Raising special purpose acquisition companies is en vogue in the COVID-19 economy. From venture capitalist Chamath Palihapitiya to footballer-turned-activist Colin Kaepernick to former House Speaker Paul Ryan, it seems like everyone is taking part in this new variant of initial public offerings.
A SPAC is a blank-check company with no operations that goes public solely to acquire or merge with a private company within two years, thus taking the private company public.
In 2020, over 230 SPACs went public and raised over $80 billion, making it a record year, since only 59 SPACs went public in 2019. This year, 130+ SPACs have gone public so far and there’s no sign of slowing down with a seemingly endless supply of capital and eager sponsors who aren’t solely savvy fund managers or venture capitalists.
There are currently about 400 SPACs looking for target companies to acquire.
went public in October of 2019 by merging with IPOA, a SPAC sponsored by Chamath Palihapitiya‘s holding company, Social Capital Hedosophia.
Unlike the traditional IPO, a SPAC’s offering price is usually fixed at $10 per share as there is no valuation involved. A fractional warrant that can be exercised later is also usually attached to the stock. The proceeds from the SPAC IPOs are placed in a trust account until a company is acquired and are used when IPO shares are redeemed.

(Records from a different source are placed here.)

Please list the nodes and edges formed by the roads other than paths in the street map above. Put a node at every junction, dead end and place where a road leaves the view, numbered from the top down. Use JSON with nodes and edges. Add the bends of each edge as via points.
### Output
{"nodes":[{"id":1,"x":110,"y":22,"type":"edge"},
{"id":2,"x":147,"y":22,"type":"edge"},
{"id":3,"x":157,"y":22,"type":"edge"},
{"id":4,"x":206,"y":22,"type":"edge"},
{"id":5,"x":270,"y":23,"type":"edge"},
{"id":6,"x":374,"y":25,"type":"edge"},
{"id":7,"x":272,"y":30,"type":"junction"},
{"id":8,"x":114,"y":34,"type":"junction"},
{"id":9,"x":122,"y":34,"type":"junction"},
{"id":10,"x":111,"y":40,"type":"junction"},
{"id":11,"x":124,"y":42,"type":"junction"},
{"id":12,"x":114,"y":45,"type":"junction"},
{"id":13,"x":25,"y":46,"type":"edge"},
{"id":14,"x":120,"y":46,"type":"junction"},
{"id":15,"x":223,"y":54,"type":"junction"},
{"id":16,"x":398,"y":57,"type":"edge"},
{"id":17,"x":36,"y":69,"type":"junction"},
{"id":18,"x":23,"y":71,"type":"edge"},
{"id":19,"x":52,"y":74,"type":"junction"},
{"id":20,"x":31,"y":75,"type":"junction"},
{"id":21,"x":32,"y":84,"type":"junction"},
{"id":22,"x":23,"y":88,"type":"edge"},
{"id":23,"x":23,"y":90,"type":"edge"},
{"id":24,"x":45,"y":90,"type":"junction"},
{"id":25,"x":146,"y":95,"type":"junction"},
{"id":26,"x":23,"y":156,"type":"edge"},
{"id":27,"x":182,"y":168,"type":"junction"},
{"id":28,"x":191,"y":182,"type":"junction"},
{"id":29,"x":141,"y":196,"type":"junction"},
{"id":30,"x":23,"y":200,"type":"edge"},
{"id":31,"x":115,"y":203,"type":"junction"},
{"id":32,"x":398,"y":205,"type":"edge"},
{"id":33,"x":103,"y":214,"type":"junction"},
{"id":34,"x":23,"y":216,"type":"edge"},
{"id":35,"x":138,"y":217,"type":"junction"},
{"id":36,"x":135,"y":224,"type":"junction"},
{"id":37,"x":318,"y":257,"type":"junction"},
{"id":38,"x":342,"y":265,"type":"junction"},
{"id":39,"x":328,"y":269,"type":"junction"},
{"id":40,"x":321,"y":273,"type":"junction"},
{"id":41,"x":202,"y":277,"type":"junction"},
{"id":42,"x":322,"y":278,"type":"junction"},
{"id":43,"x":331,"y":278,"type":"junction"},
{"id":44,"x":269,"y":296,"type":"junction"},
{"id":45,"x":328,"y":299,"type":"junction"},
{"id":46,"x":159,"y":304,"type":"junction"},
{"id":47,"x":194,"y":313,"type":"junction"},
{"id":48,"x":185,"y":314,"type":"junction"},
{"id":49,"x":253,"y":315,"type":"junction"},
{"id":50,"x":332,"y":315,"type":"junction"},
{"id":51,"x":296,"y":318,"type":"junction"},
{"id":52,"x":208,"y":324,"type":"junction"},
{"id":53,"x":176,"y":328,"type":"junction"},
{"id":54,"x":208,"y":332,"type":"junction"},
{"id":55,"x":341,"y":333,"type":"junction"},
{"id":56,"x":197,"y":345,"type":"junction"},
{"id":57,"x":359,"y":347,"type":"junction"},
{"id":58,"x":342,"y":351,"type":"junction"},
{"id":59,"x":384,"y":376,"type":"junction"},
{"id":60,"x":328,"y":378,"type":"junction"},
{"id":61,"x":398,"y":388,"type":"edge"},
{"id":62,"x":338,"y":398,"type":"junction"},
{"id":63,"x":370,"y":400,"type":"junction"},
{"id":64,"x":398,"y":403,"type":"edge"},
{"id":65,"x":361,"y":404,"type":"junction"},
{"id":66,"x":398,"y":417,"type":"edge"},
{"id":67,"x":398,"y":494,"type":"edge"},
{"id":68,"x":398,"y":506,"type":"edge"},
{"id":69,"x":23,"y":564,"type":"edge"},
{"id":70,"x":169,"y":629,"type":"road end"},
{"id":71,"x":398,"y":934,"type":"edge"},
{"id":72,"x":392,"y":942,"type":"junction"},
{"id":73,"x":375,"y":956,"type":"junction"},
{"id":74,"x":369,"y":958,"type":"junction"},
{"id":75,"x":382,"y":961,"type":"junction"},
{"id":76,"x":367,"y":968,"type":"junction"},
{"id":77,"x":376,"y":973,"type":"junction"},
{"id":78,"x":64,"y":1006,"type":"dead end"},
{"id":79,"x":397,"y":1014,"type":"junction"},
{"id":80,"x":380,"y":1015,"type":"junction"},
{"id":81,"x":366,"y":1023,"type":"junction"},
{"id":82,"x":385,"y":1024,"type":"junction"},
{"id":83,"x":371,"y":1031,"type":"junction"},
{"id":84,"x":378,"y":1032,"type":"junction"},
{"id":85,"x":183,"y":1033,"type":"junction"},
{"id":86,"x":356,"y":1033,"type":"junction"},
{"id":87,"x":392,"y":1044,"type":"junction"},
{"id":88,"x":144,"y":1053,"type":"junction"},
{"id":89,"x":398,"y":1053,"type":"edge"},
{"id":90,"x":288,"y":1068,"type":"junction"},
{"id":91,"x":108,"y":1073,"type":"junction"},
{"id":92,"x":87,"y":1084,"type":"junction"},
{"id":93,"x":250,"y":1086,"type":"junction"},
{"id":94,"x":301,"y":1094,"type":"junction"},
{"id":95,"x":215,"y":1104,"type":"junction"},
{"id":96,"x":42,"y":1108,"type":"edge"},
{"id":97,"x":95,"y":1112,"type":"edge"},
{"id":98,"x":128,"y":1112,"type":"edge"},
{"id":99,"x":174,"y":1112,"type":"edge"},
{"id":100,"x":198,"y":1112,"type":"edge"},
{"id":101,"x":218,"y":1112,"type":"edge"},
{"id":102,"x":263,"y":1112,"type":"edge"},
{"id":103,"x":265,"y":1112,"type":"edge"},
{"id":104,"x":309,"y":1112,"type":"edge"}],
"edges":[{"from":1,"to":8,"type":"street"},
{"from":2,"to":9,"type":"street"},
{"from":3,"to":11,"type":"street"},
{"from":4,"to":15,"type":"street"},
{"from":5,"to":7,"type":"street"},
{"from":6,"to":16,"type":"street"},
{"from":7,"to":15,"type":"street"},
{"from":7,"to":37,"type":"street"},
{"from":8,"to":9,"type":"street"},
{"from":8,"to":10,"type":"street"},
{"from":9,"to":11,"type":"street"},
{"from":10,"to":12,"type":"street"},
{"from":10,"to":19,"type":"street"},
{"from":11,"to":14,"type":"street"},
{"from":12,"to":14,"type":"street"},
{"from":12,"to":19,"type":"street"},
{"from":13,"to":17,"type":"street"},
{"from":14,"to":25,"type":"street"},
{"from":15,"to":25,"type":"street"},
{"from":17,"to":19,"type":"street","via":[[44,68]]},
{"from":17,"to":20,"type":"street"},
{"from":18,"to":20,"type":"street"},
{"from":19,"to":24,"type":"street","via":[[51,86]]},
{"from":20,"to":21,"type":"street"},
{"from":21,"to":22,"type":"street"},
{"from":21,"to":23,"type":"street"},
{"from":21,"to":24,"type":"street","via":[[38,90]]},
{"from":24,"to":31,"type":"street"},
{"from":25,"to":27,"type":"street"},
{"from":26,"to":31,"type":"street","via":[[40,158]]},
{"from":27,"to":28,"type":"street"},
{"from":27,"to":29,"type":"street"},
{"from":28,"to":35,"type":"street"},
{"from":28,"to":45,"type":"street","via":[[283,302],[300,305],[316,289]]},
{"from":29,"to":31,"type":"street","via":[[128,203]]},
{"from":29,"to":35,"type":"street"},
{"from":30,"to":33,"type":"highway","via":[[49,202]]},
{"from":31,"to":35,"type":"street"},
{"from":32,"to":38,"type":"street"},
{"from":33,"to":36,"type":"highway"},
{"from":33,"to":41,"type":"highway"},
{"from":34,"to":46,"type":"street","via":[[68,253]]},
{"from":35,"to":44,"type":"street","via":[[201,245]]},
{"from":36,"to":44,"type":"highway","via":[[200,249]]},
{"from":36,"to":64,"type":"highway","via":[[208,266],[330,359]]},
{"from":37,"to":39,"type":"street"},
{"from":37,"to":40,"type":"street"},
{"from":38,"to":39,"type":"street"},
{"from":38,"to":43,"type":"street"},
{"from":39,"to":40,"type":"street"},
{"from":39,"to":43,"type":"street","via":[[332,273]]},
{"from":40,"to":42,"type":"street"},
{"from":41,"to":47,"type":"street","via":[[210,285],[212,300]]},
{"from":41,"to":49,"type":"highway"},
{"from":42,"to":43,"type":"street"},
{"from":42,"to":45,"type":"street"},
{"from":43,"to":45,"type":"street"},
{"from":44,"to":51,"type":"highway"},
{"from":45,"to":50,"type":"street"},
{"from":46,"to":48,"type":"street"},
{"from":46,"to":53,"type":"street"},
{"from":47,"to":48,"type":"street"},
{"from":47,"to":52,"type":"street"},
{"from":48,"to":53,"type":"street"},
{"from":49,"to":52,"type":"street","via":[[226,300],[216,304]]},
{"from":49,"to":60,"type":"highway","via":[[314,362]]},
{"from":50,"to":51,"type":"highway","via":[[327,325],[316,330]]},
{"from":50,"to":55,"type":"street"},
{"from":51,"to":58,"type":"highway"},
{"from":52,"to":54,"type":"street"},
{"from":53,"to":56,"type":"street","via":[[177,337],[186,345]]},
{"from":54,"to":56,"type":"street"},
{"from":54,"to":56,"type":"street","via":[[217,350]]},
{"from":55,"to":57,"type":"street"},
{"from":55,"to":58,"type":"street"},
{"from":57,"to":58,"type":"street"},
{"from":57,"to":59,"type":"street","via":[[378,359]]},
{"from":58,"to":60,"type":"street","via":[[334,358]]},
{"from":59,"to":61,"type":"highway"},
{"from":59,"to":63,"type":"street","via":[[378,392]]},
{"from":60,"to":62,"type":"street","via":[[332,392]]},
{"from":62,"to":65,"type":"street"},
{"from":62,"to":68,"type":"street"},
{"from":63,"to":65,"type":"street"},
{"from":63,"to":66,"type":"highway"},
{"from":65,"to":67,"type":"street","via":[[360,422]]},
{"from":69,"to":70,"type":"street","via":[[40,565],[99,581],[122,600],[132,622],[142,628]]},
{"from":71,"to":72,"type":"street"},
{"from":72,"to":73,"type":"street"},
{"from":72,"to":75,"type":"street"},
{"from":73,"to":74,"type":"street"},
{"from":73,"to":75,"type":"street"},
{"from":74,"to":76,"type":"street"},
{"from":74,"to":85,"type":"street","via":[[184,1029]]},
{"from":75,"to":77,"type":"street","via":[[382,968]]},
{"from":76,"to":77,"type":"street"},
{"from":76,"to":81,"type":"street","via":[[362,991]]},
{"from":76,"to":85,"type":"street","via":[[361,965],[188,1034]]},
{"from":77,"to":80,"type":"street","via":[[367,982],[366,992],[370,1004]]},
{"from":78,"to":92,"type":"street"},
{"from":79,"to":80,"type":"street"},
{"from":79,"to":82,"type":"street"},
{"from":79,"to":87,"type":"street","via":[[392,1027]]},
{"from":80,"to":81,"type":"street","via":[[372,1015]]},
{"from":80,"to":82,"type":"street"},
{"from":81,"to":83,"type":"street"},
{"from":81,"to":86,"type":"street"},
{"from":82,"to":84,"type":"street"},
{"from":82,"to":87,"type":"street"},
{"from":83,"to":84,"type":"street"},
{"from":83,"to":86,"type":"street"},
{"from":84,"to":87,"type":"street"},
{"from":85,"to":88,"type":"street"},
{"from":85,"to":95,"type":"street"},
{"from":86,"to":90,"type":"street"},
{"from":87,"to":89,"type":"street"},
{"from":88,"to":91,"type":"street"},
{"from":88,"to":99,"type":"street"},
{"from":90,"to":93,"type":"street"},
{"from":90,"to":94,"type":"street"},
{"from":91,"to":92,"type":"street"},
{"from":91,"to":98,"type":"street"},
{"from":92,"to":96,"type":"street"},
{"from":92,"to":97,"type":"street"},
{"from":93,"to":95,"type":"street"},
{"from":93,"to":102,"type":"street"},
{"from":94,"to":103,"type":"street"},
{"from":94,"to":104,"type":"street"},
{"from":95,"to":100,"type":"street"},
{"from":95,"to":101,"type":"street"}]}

If more capital is required when acquiring a target, additional funds can be raised through the sponsors or through a private investment in public equity. When a SPAC makes an acquisition, a new ticker is issued and starts trading on an exchange.
The recent boom in SPACs can partly be attributed to the flaws of traditional IPOs. One of those flaws is underpricing, which venture capitalist Billy Gurly said robs “Silicon Valley founders, employees, and investors of billions of dollars each year.”
The underpricing problem is real as the average company that has gone public in the period between 1980 and 2019, saw a first day underpricing of 20.7%. The reason this happens is that in the traditional IPO process, the underwriters decide on an offering price instead of a market based approach where supply and demands are matched to discover the price.
The traditional IPO process is also quite lengthy and costly as companies have to pay hefty fees to underwriters.
In contrast, SPAC mergers are becoming a more attractive way for companies to go public because it’s cheaper, faster and provide more flexibility in negotiating the terms of the merger, according to The New York Times.
It allows the target company to directly negotiate with one sponsor on valuation, price and other terms, which isn’t possible with a traditional IPO.
After beginning the merger process with a SPAC sponsor, a company can go public in as little as two months. SPACs are also attractive to investors because SPAC sponsors are usually experienced and successful professionals, enabling them to bet on the sponsor team to find a great company.
SPACs may be a faster, cheaper and less burdensome way to go public, but they aren’t free from criticisms.
For example, SPAC sponsors receive up to 20% of shares outstanding as founder shares, often called the “promote,” for a price significantly lower than the IPO price as compensation, according to Forbes.
Not only does this promote dilute common shares, but it can also prompt sponsors to close a transaction, even if the target company wasn’t very compelling, given the potential upside they’ll receive on their founder shares. However, this risk is partly mitigated by SPAC investors’ ability to redeem their shares.
Another obvious risk is that the SPAC sponsors might fail to find a suitable target, which is not a great outcome for investors whose money has been tied for two years in a low-interest environment.
At the current rate, it is very much possible that numbers of SPACS raised will outpace last year’s total by the end of the first quarter.
Still, it is important to keep in mind that historically SPACs have not fared very well. SPACs tend to outperform benchmark indexes after the deal announcements, but they usually lag after the deal is closed, according to a Goldman Sachs report.
The performance varies widely, so it is important to conduct proper due diligence on the sponsors before investing in a SPAC.